Two previous case–control studies have found physical activity to be protective against TGCT (UK Testicular Cancer Study Group, 1994; Gallagher ). The first of these is the United Kingdom Testicular Cancer Study (UK Testicular Cancer Study Group, 1994). This study comprised 794 TGCT cases diagnosed between 1984 and 1987 and found that participating in various sports at age 16 years, age 20 years or 1 year prior to diagnosis was protective against development of TGCT (UK Testicular Cancer Study Group, 1994). A second study, conducted in Canada, also found an inverse relationship between recreational activity and TGCT (Gallagher ). However, neither of these previous case–control studies stratified their analyses by histology or reported childhood physical activity data collected from mothers. Three studies have found no association between physical activity and testis cancer (Paffenbarger ; Dosemeci ; Thune and Lund, 1994). None of these three studies distinguished between germ and nongerm tumour types and it is thus conceivable that any true effect on TGCT risk has been masked. Further, two of these studies had fewer than 50 cases (Paffenbarger ; Thune and Lund, 1994) while the third study based physical activity purely on adult occupational history and is, therefore, likely to have missed the important time-window of exposure for TGCT risk (Dosemeci ). Only one previous study has inferred that physical activity and TGCT risk are positively associated (Srivastava and Kreiger, 2000). Analysing data from 212 cases, the study found that moderate and strenuous recreational activity levels during the mid-teens approximately doubled the risk of TGCT. However, the sum of the evidence would suggest that increased physical activity is protective against TGCTs, thus the results of the mothers' analysis may warrant further consideration.

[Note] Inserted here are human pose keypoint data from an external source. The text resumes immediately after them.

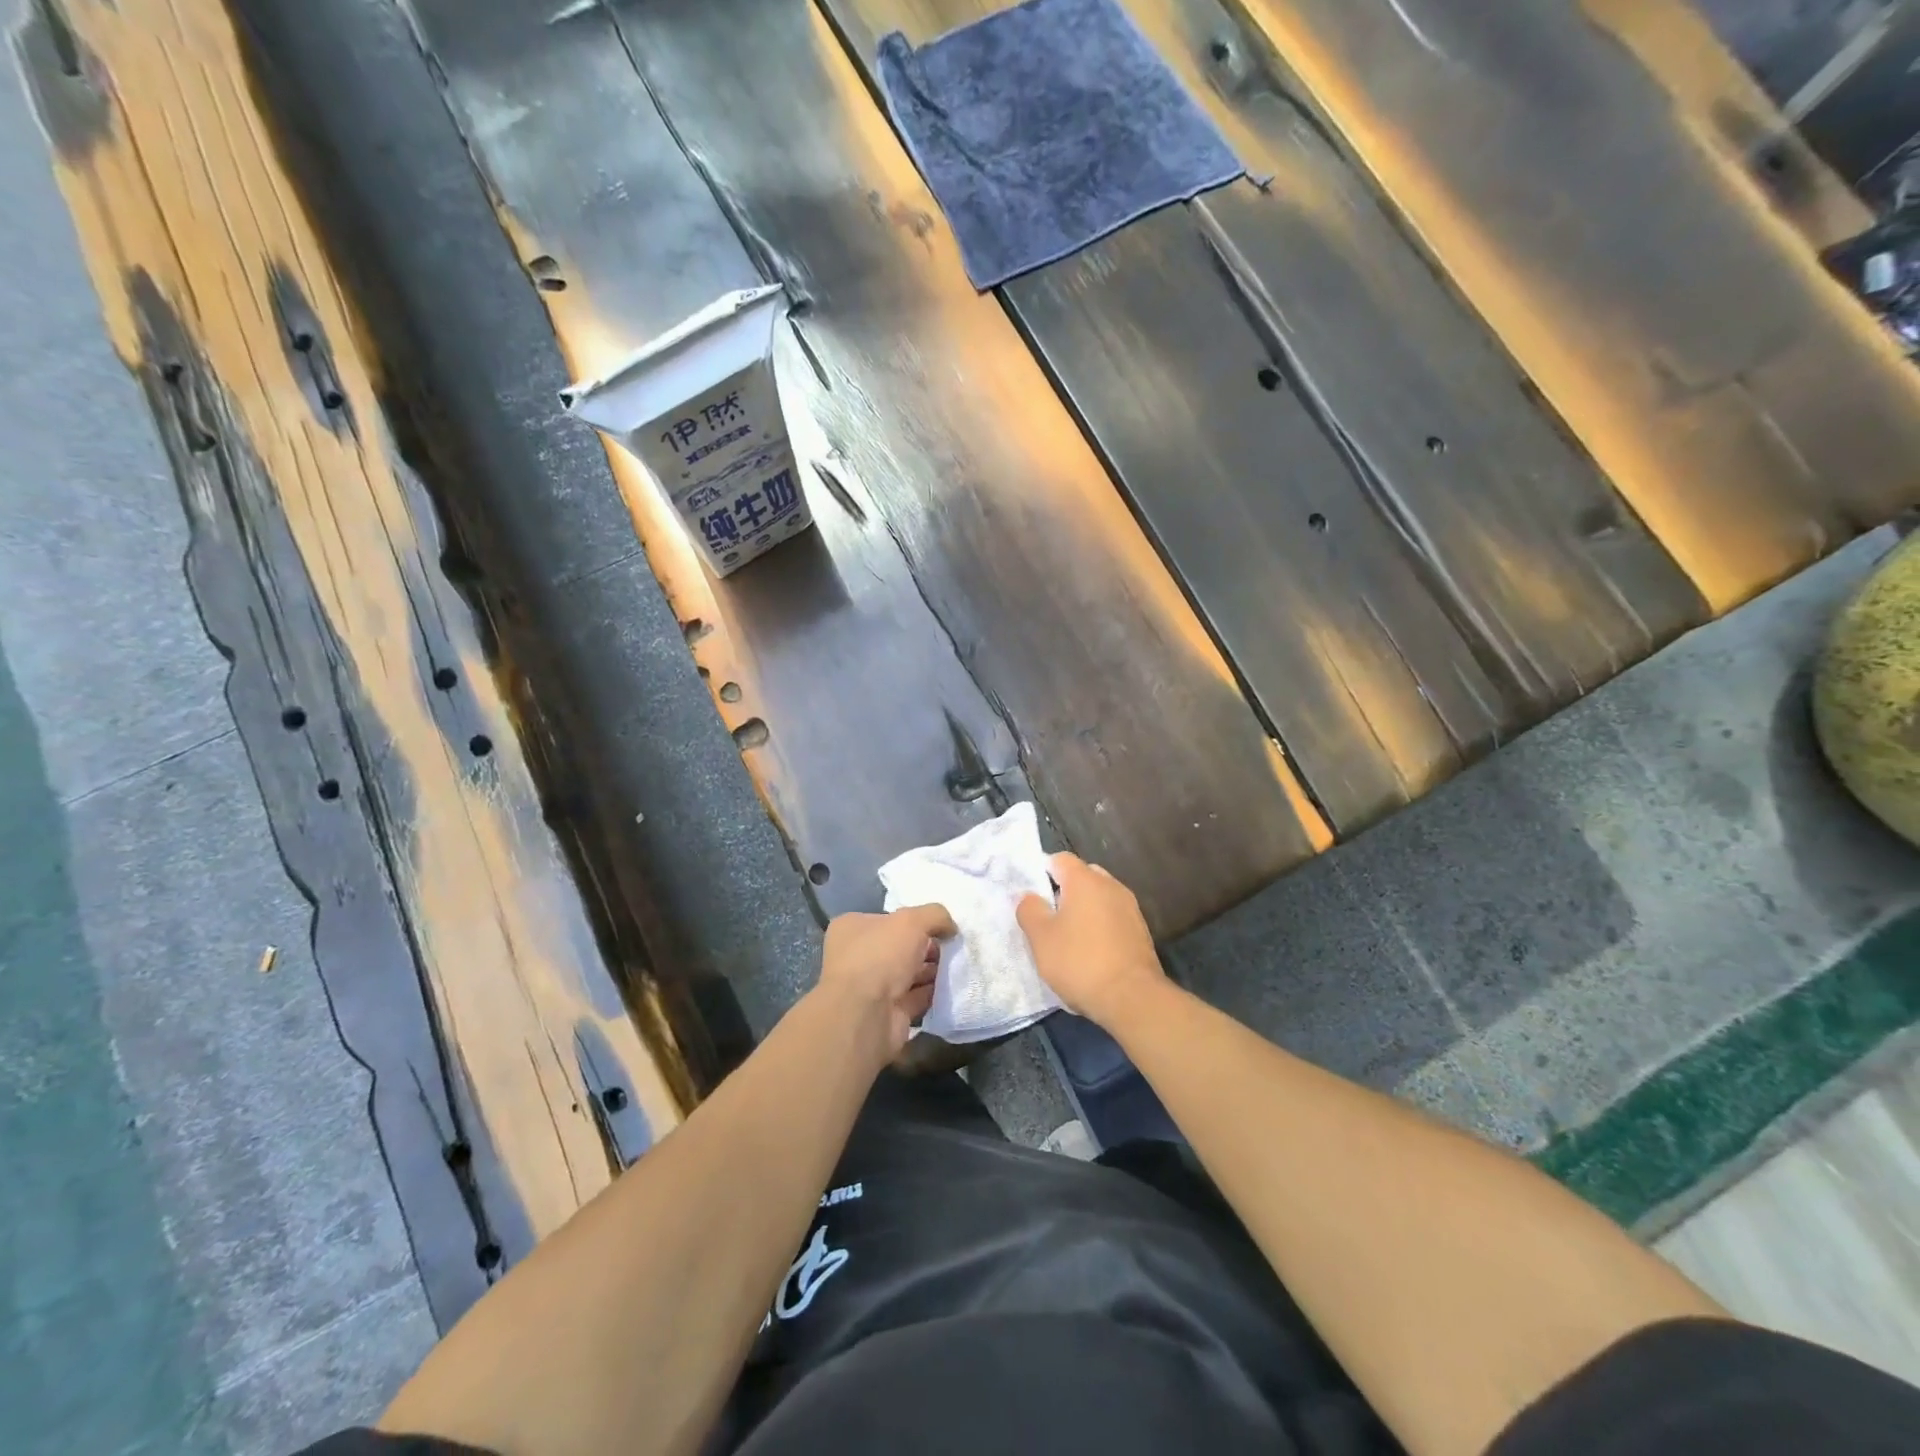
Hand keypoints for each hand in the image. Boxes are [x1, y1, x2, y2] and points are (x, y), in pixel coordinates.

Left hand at [815, 903, 956, 1056]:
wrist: (866, 1016)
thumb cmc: (881, 956)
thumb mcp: (912, 921)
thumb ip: (935, 915)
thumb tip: (950, 928)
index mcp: (853, 928)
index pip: (888, 919)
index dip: (915, 921)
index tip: (940, 926)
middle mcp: (858, 956)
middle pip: (901, 947)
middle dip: (928, 948)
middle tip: (953, 948)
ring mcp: (872, 987)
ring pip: (909, 973)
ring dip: (933, 970)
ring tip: (958, 966)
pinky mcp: (888, 1012)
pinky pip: (916, 997)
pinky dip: (933, 993)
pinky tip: (953, 987)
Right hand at [1017, 853, 1167, 1030]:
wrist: (1133, 998)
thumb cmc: (1080, 962)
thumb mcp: (1041, 938)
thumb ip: (1029, 910)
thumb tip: (1028, 896)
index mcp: (1085, 880)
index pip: (1060, 859)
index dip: (1042, 872)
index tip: (1033, 896)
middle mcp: (1111, 886)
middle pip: (1082, 876)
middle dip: (1065, 891)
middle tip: (1049, 916)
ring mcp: (1130, 908)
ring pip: (1100, 898)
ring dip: (1084, 910)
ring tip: (1069, 937)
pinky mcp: (1141, 931)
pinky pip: (1113, 918)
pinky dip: (1100, 927)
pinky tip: (1092, 952)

For testicular congenital abnormalities, mother's responses were used to verify or supplement self-report data (Stang ). While concerns were raised over the combination of biases, for factual objective variables this methodology is likely to be the most appropriate. Combining mother and son responses for subjective, quantitative variables, where a larger margin of error may be expected, would appear not to be endorsed by our results.

This study has the strengths of large numbers, interviewer-conducted data collection, and inquiries tied to specific periods (i.e. grades in school). The main limitation is the lack of validation of the responses of sons and mothers.

Our analysis of mothers' data suggests that increased childhood physical activity may decrease the risk of nonseminoma, although the sons' data do not support this. Studies with validated responses against other sources of information, such as school records, are needed to confirm or refute our findings.